* **PROBLEM DESCRIPTION**: Reproduce all lines of the listing below in which the word "Colonia" occurs.

* **DATASET EXTRACT**:

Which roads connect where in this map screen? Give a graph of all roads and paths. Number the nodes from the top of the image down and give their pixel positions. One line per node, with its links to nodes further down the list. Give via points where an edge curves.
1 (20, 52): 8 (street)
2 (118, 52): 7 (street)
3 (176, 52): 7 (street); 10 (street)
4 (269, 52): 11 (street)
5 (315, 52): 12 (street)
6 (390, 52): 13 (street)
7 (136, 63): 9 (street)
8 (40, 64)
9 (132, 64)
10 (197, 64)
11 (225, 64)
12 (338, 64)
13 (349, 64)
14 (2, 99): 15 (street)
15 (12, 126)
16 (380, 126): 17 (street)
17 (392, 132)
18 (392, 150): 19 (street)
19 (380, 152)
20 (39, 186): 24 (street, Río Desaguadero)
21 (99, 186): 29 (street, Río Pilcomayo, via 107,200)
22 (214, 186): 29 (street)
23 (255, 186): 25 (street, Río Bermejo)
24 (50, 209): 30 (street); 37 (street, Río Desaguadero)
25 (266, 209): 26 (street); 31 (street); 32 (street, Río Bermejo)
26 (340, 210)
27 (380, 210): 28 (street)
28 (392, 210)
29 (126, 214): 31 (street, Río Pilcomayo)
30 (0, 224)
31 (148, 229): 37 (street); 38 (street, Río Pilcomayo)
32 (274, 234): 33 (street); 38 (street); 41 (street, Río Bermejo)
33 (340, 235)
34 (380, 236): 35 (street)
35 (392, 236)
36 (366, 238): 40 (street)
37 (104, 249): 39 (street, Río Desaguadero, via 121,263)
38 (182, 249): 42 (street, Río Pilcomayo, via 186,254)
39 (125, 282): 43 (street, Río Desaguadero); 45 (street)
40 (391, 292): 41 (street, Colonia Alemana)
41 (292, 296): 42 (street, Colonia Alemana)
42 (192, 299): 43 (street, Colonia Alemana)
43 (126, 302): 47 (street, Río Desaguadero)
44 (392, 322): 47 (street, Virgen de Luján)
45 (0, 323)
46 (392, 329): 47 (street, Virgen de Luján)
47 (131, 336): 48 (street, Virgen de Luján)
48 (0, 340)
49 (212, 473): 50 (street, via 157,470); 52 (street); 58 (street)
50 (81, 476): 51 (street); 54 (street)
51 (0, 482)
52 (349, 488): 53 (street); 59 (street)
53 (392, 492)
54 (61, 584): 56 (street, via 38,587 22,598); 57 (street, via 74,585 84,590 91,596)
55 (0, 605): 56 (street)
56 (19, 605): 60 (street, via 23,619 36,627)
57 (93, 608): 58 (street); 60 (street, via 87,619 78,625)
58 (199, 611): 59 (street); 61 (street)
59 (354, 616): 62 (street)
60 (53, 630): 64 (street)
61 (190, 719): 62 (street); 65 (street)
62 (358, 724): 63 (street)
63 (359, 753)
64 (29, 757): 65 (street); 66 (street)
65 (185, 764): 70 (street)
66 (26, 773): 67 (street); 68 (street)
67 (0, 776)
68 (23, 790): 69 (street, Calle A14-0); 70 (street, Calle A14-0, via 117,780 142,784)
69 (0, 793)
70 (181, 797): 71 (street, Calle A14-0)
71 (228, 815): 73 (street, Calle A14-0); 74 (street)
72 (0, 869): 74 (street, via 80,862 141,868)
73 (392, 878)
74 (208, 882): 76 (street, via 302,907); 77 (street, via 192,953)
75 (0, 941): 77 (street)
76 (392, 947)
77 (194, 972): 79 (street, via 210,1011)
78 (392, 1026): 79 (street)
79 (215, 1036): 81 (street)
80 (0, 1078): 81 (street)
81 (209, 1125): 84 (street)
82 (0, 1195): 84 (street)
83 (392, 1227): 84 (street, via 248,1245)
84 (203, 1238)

* **SOLUTION FOR THIS EXERCISE**:
40 (391, 292): 41 (street, Colonia Alemana)
41 (292, 296): 42 (street, Colonia Alemana)
42 (192, 299): 43 (street, Colonia Alemana)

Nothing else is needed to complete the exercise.